Absorption enhancement effect of black phosphorus induced by quasi-bound states in the continuum and its application

Black phosphorus (BP), as a new two-dimensional (2D) semiconductor material, has attracted much attention in the field of optoelectronic devices due to its direct band gap and unique lattice structure. However, the atomically thin thickness of monolayer BP leads to its inherently low optical absorption capacity, which limits its practical applications. In this study, a composite structure based on the monolayer BP Fabry-Pérot (F-P) cavity is proposed, which breaks through the limitations of the conventional absorption enhancement methods by exciting quasi-bound states in the continuum (q-BIC). By systematically modulating four parameters, such as the radius of the air cylinders, the thickness of the dielectric layers, and the incident angle of the light, etc, the polarization-sensitive Fabry-Pérot BIC (F-P BIC), Friedrich-Wintgen BIC (F-W BIC), and symmetry-protected BIC (S-P BIC) supported by the proposed structure are excited. Compared with the traditional BIC modulation, it is more flexible and diverse, which improves the freedom and practicality of the structural design.
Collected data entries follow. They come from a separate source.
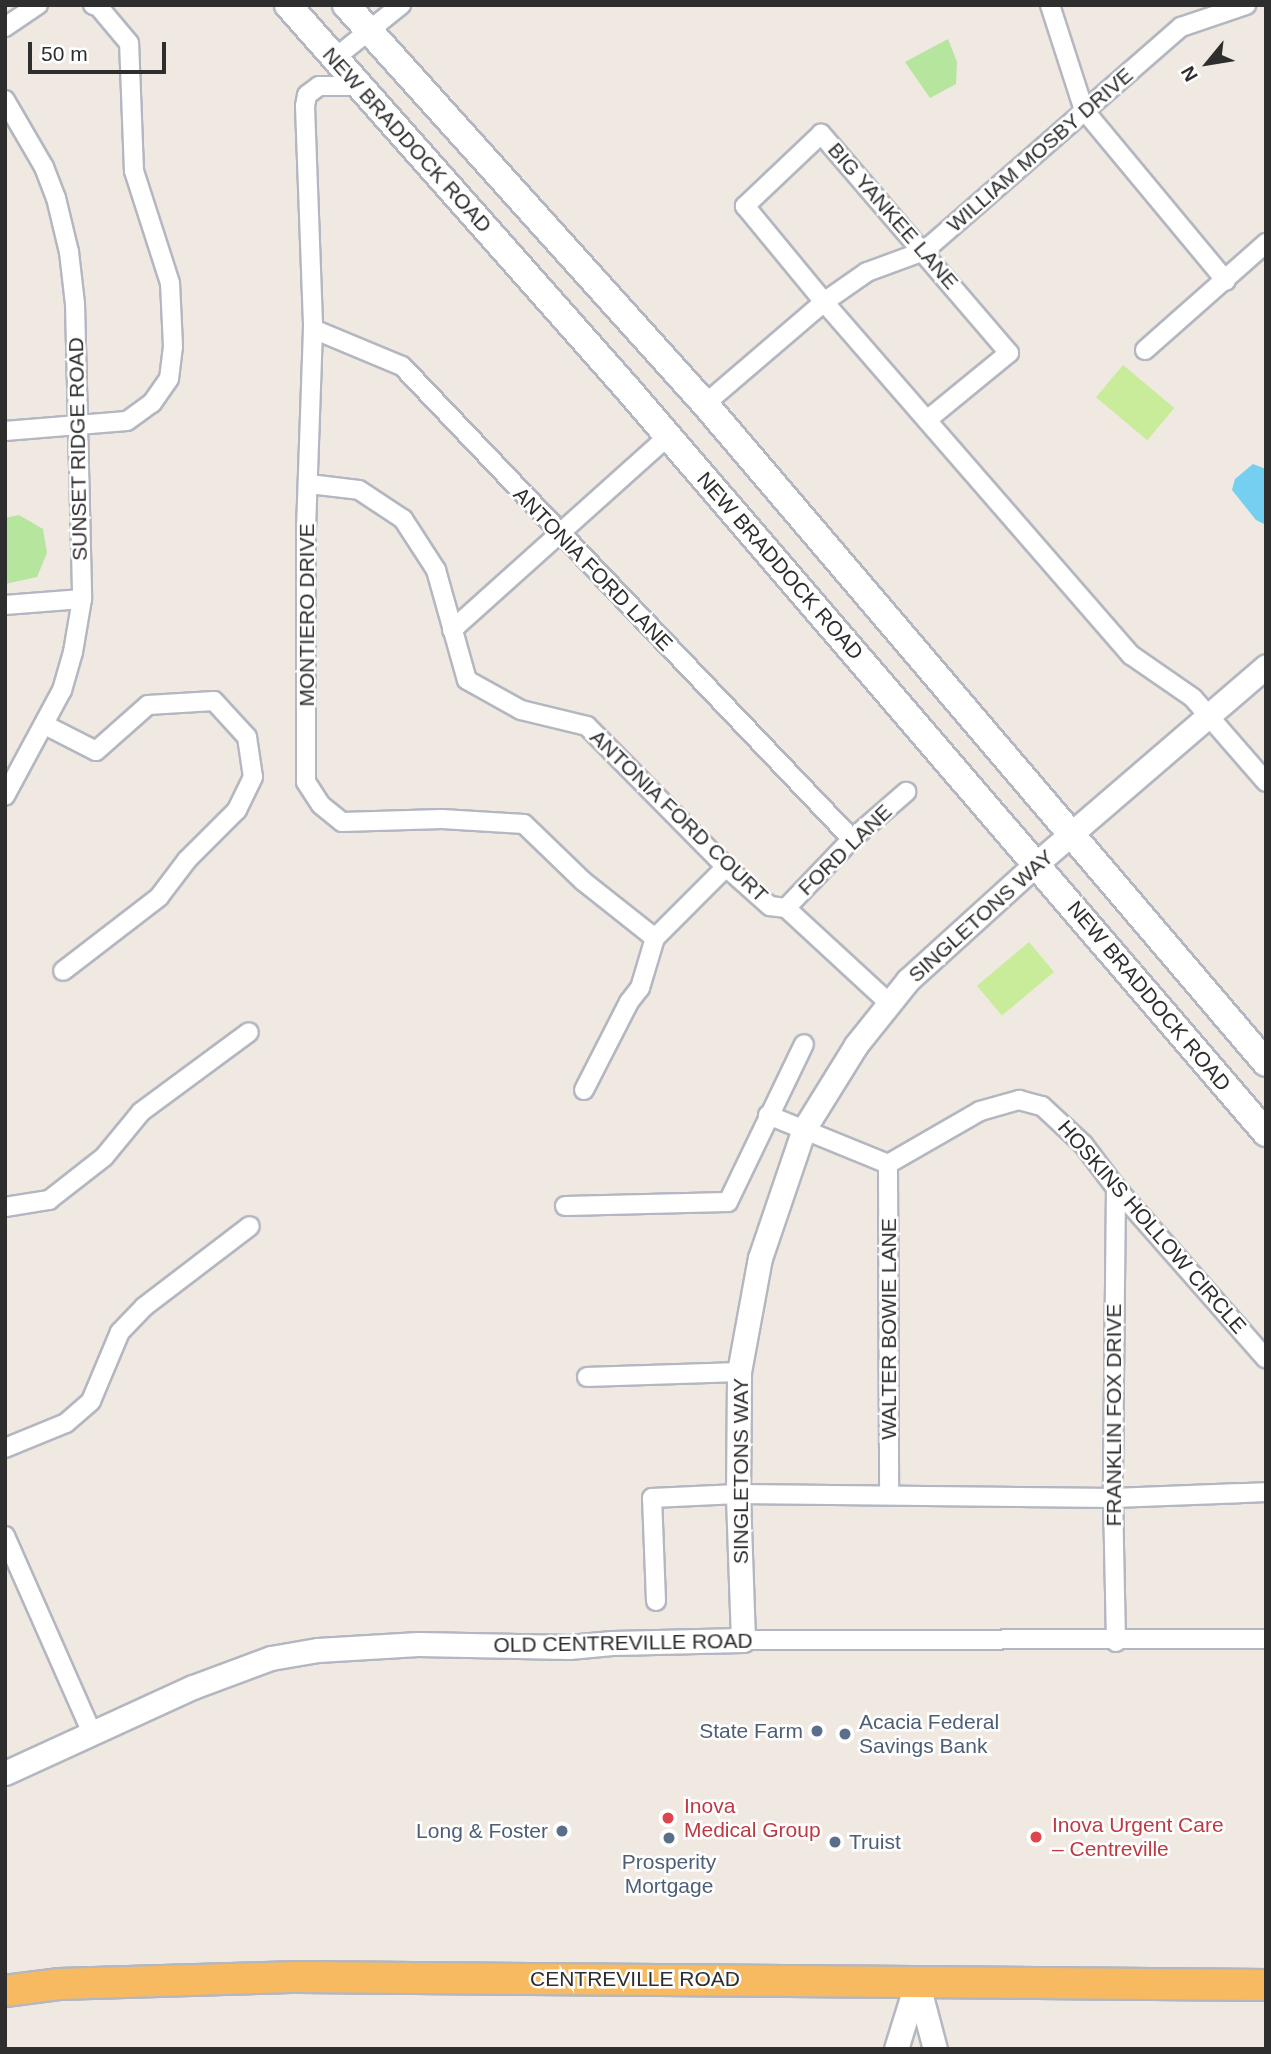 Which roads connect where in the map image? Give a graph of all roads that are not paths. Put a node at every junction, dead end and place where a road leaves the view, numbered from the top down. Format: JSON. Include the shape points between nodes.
{"nodes":[{"id":1,"x":38,"y":5,"type":"edge"},
{"id":2,"x":93,"y":5,"type":"edge"},
{"id":3,"x":288,"y":5,"type":"edge"},
{"id":4,"x":346,"y":5,"type":"edge"},
{"id":5,"x":401,"y":5,"type":"edge"},
{"id":6,"x":1050,"y":5,"type":"edge"},
{"id":7,"x":1246,"y":5,"type":"edge"},
{"id":8,"x":5,"y":27,"type":"edge"},
{"id":9,"x":370,"y":31,"type":"junction"},
{"id":10,"x":335,"y":58,"type":"junction"},
{"id":11,"x":359,"y":86,"type":"junction"},
{"id":12,"x":5,"y":100,"type":"edge"},
{"id":13,"x":1084,"y":110,"type":"junction"},
{"id":14,"x":1266,"y":243,"type":"edge"},
{"id":15,"x":924,"y":251,"type":"junction"},
{"id":16,"x":1226,"y":281,"type":"junction"},
{"id":17,"x":824,"y":302,"type":"junction"},
{"id":18,"x":313,"y":329,"type":"junction"},
{"id":19,"x":1144,"y":350,"type":"dead end"},
{"id":20,"x":705,"y":404,"type":"junction"},
{"id":21,"x":927,"y":420,"type":"junction"},
{"id":22,"x":78,"y":427,"type":"junction"},
{"id":23,"x":5,"y":431,"type":"edge"},
{"id":24,"x":668,"y":436,"type":"junction"},
{"id":25,"x":309,"y":484,"type":"junction"},
{"id":26,"x":558,"y":533,"type":"junction"},
{"id":27,"x":82,"y":598,"type":"junction"},
{"id":28,"x":5,"y":606,"type":"edge"},
{"id":29,"x":452,"y":630,"type":"junction"},
{"id":30,"x":1266,"y":666,"type":"edge"},
{"id":31,"x":1210,"y":715,"type":"junction"},
{"id":32,"x":45,"y":725,"type":"junction"},
{"id":33,"x":1266,"y":782,"type":"edge"},
{"id":34,"x":906,"y":792,"type":"dead end"},
{"id":35,"x":5,"y":796,"type":"edge"},
{"id":36,"x":1071,"y":836,"type":"junction"},
{"id":37,"x":852,"y":839,"type":"junction"},
{"id":38,"x":1036,"y":864,"type":"junction"},
{"id":39,"x":726,"y":867,"type":"junction"},
{"id":40,"x":786,"y":908,"type":"junction"},
{"id":41,"x":655,"y":938,"type":"junction"},
{"id":42,"x":63,"y":971,"type":"dead end"},
{"id":43,"x":889,"y":1003,"type":"junction"},
{"id":44,"x":248,"y":1032,"type":"dead end"},
{"id":45,"x":804,"y":1044,"type":"dead end"},
{"id":46,"x":1266,"y":1063,"type":"edge"},
{"id":47,"x":584,"y":1090,"type":"dead end"},
{"id":48,"x":768,"y":1115,"type":"junction"},
{"id":49,"x":804,"y":1129,"type":"junction"},
{"id":50,"x":1266,"y":1133,"type":"edge"},
{"id":51,"x":888,"y":1164,"type":"junction"},
{"id":52,"x":1116,"y":1188,"type":"junction"},
{"id":53,"x":565,"y":1206,"type":"dead end"},
{"id":54,"x":5,"y":1207,"type":"edge"},
{"id":55,"x":250,"y":1226,"type":"dead end"},
{"id":56,"x":1266,"y":1359,"type":"edge"},
{"id":57,"x":739,"y":1372,"type":"junction"},
{"id":58,"x":587,"y":1377,"type":"dead end"},
{"id":59,"x":5,"y":1448,"type":"edge"},
{"id":60,"x":1266,"y":1492,"type":"edge"},
{"id":61,"x":738,"y":1494,"type":"junction"},
{"id":62,"x":889,"y":1494,"type":"junction"},
{"id":63,"x":1113,"y":1497,"type":"junction"},
{"id":64,"x":5,"y":1536,"type":"edge"},
{"id":65,"x":656,"y":1601,"type":"dead end"},
{"id":66,"x":1266,"y":1639,"type":"edge"},
{"id":67,"x":743,"y":1640,"type":"junction"},
{"id":68,"x":1116,"y":1642,"type":"junction"},
{"id":69,"x":92,"y":1733,"type":"junction"},
{"id":70,"x":5,"y":1773,"type":"edge"},
{"id":71,"x":917,"y":1980,"type":"junction"},
{"id":72,"x":1266,"y":1985,"type":"edge"},
{"id":73,"x":5,"y":1991,"type":"edge"},
{"id":74,"x":896,"y":2049,"type":"edge"},
{"id":75,"x":935,"y":2049,"type":"edge"}],
"edges":[{"from":1,"to":8,"type":"street"},
{"from":2,"to":22,"type":"street","via":[[129,43],[134,171],[170,284],[173,346],[169,379],[152,403],[127,421]]},
{"from":3,"to":10,"type":"main road","name":"NEW BRADDOCK ROAD"},
{"from":4,"to":9,"type":"main road","name":"NEW BRADDOCK ROAD"},
{"from":5,"to":9,"type":"street"},
{"from":6,"to":13,"type":"street"},
{"from":7,"to":13,"type":"street","name":"WILLIAM MOSBY DRIVE","via":[[1181,27]]},
{"from":9,"to":10,"type":"street"},
{"from":9,"to":20,"type":"main road","name":"NEW BRADDOCK ROAD"},
{"from":10,"to":11,"type":"main road","name":"NEW BRADDOCK ROAD"},
{"from":11,"to":18,"type":"street","name":"MONTIERO DRIVE","via":[[319,86],[307,94],[304,106]]},
{"from":11,"to":24,"type":"main road","name":"NEW BRADDOCK ROAD"},
{"from":12,"to":22,"type":"street","name":"SUNSET RIDGE ROAD","via":[[44,167],[64,226],[75,304]]},
{"from":13,"to":15,"type":"street","name":"WILLIAM MOSBY DRIVE"},
{"from":13,"to":16,"type":"street"},
{"from":14,"to":16,"type":"street"},
{"from":15,"to":17,"type":"street","name":"WILLIAM MOSBY DRIVE","via":[[867,272]]},
{"from":15,"to":17,"type":"street","name":"BIG YANKEE LANE","via":[[821,134],[745,206]]},
{"from":15,"to":21,"type":"street","name":"BIG YANKEE LANE","via":[[1009,353]]},
{"from":16,"to":19,"type":"street"},
{"from":17,"to":20,"type":"street","name":"WILLIAM MOSBY DRIVE"},
{"from":17,"to":21,"type":"street","name":"BIG YANKEE LANE"},
{"from":18,"to":25,"type":"street","name":"MONTIERO DRIVE"},
{"from":18,"to":26,"type":"street","name":"ANTONIA FORD LANE","via":[[402,366]]},
{"from":20,"to":36,"type":"main road","name":"NEW BRADDOCK ROAD"},
{"from":21,"to":31,"type":"street","name":"BIG YANKEE LANE","via":[[1130,655]]},
{"from":22,"to":23,"type":"street"},
{"from":22,"to":27,"type":"street","name":"SUNSET RIDGE ROAD"},
{"from":24,"to":26,"type":"street"},
{"from":24,"to":38,"type":"main road","name":"NEW BRADDOCK ROAD"},
{"from":25,"to":29,"type":"street","name":"ANTONIA FORD COURT","via":[[359,490],[403,519],[436,570]]},
{"from":25,"to":41,"type":"street","name":"MONTIERO DRIVE","via":[[306,782],[321,805],[342,822],[442,818],[524,824],[583,881]]},
{"from":26,"to":29,"type":"street"},
{"from":26,"to":37,"type":"street","name":"ANTONIA FORD LANE"},
{"from":27,"to":28,"type":"street"},
{"from":27,"to":32,"type":"street","name":"SUNSET RIDGE ROAD","via":[[69,664]]},
{"from":29,"to":39,"type":"street","name":"ANTONIA FORD COURT","via":[[467,680],[521,709],[587,726]]},
{"from":30,"to":31,"type":"street","name":"SINGLETONS WAY"},
{"from":31,"to":33,"type":"street","name":"BIG YANKEE LANE"},
{"from":31,"to":36,"type":"street","name":"SINGLETONS WAY"},
{"from":32,"to":35,"type":"street","name":"SUNSET RIDGE ROAD"},
{"from":32,"to":42,"type":"street","via":[[96,751],[148,705],[214,701],[247,737],[253,777],[237,810],[187,860],[159,897]]},
{"from":34,"to":37,"type":"street","name":"FORD LANE"},
{"from":36,"to":38,"type":"street","name":"SINGLETONS WAY"},
{"from":36,"to":46,"type":"main road","name":"NEW BRADDOCK ROAD"},
{"from":37,"to":40,"type":"street","name":"FORD LANE"},
{"from":38,"to":43,"type":"street","name":"SINGLETONS WAY","via":[[942,947]]},
{"from":38,"to":50,"type":"main road","name":"NEW BRADDOCK ROAD"},
{"from":39,"to":40,"type":"street","name":"ANTONIA FORD COURT","via":[[770,906]]},
{"from":39,"to":41,"type":"street"},
{"from":40,"to":43,"type":"street","name":"ANTONIA FORD COURT"},
{"from":41,"to":47,"type":"street","via":[[640,988],[628,1002]]},
{"from":43,"to":49,"type":"street","name":"SINGLETONS WAY","via":[[856,1045]]},
{"from":44,"to":54,"type":"street","via":[[141,1112],[104,1157],[49,1200]]},
{"from":45,"to":48,"type":"street"},
{"from":48,"to":49,"type":"street"},
{"from":48,"to":53,"type":"street","via":[[728,1202]]},
{"from":49,"to":51,"type":"street"},
{"from":49,"to":57,"type":"street","name":"SINGLETONS WAY","via":[[760,1258]]},
{"from":51,"to":52,"type":"street","name":"HOSKINS HOLLOW CIRCLE","via":[[980,1111],[1019,1100],[1042,1105],[1062,1121]]},
{"from":51,"to":62,"type":"street","name":"WALTER BOWIE LANE"},
{"from":52,"to":56,"type":"street","name":"HOSKINS HOLLOW CIRCLE"},
{"from":52,"to":63,"type":"street","name":"FRANKLIN FOX DRIVE"},
{"from":55,"to":59,"type":"street","via":[[144,1307],[120,1332],[91,1401],[65,1423]]},
{"from":57,"to":58,"type":"street"},
{"from":57,"to":61,"type":"street","name":"SINGLETONS WAY"},
{"from":60,"to":63,"type":"street"},
{"from":61,"to":62,"type":"street"},
{"from":61,"to":65,"type":"street","via":[[652,1498]]},
{"from":61,"to":67,"type":"street","name":"SINGLETONS WAY"},
{"from":62,"to":63,"type":"street"},
{"from":63,"to":68,"type":"street","name":"FRANKLIN FOX DRIVE"},
{"from":64,"to":69,"type":"street"},
{"from":66,"to":68,"type":"street","name":"OLD CENTREVILLE ROAD"},
{"from":67,"to":68,"type":"street","name":"OLD CENTREVILLE ROAD"},
{"from":67,"to":69,"type":"street","name":"OLD CENTREVILLE ROAD","via":[[569,1647],[418,1644],[318,1650],[254,1663]]},
{"from":69,"to":70,"type":"street","name":"OLD CENTREVILLE ROAD"},
{"from":71,"to":72,"type":"highway","name":"CENTREVILLE ROAD"},
{"from":71,"to":73,"type":"highway","name":"CENTREVILLE ROAD","via":[[299,1977],[59,1984]]},
{"from":71,"to":74,"type":"street"},
{"from":71,"to":75,"type":"street"}]} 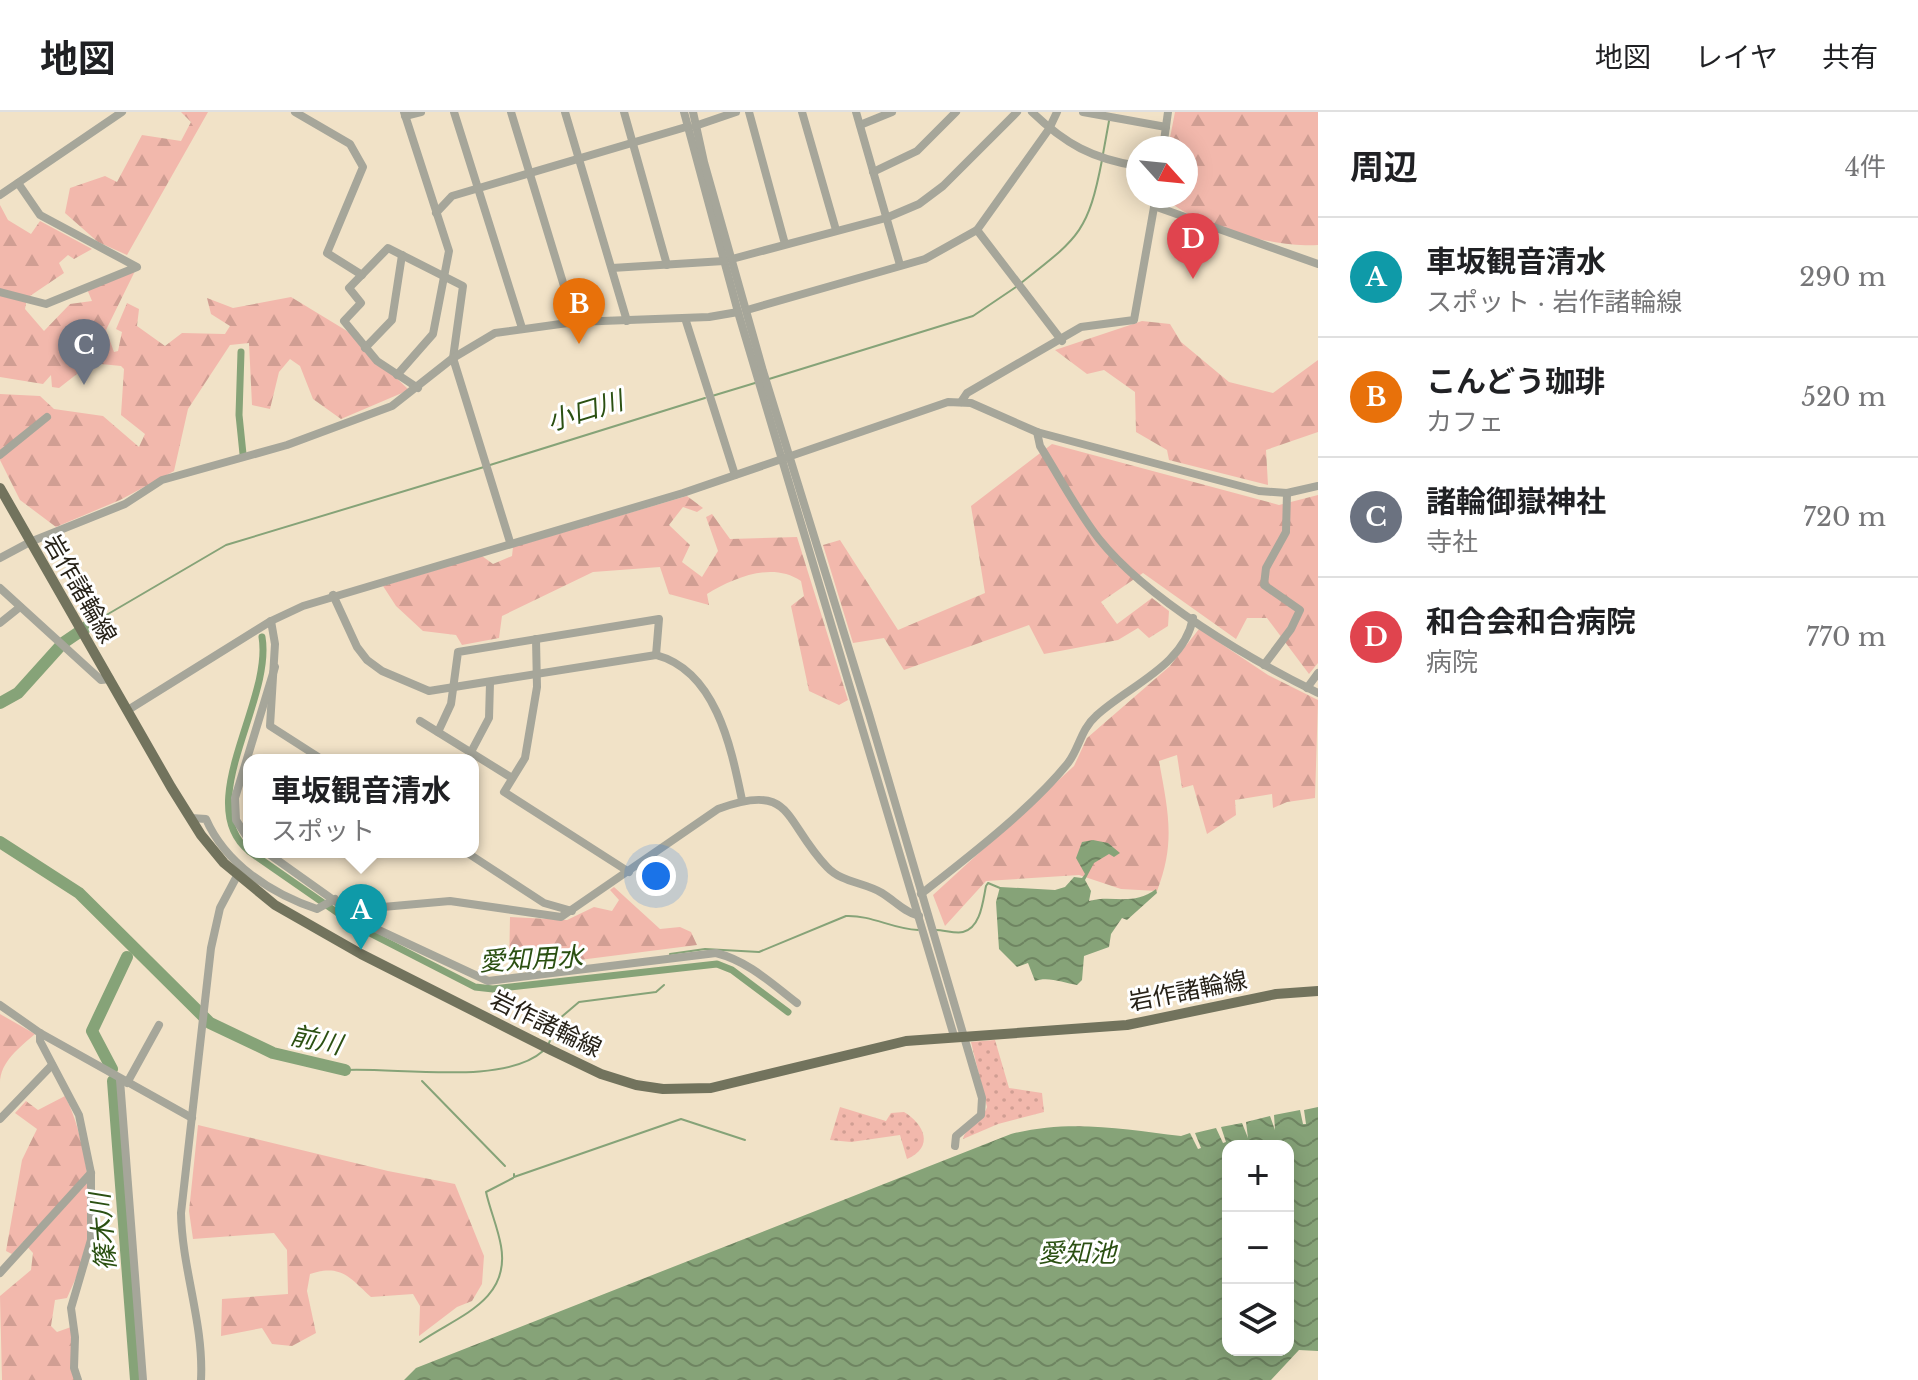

The synergistic modulation of multiple parameters provides a design idea for the realization of multi-channel stable absorbers and multi-frequency optical switches. Due to the in-plane optical anisotropy of BP, the proposed structure can achieve a multi-frequency absorption optical switch, and its modulation depth (MD) is high up to 97.1%, while the insertion loss (IL) is low to 0.013 dB. Using the dynamic tunability of BP, it is found that the proposed structure exhibits excellent dual-narrowband absorption effect in a wide tuning range of the relative Fermi energy. Particularly, when the relative Fermi energy of the BP EF−EC=0.388 eV, two narrowband near-perfect absorption peaks with extremely high absorption rates of 99.916% and 99.853% appear in the absorption spectrum, which can be attributed to critical coupling. The proposed structure has broad application prospects in the fields of perfect absorbers and optical switches.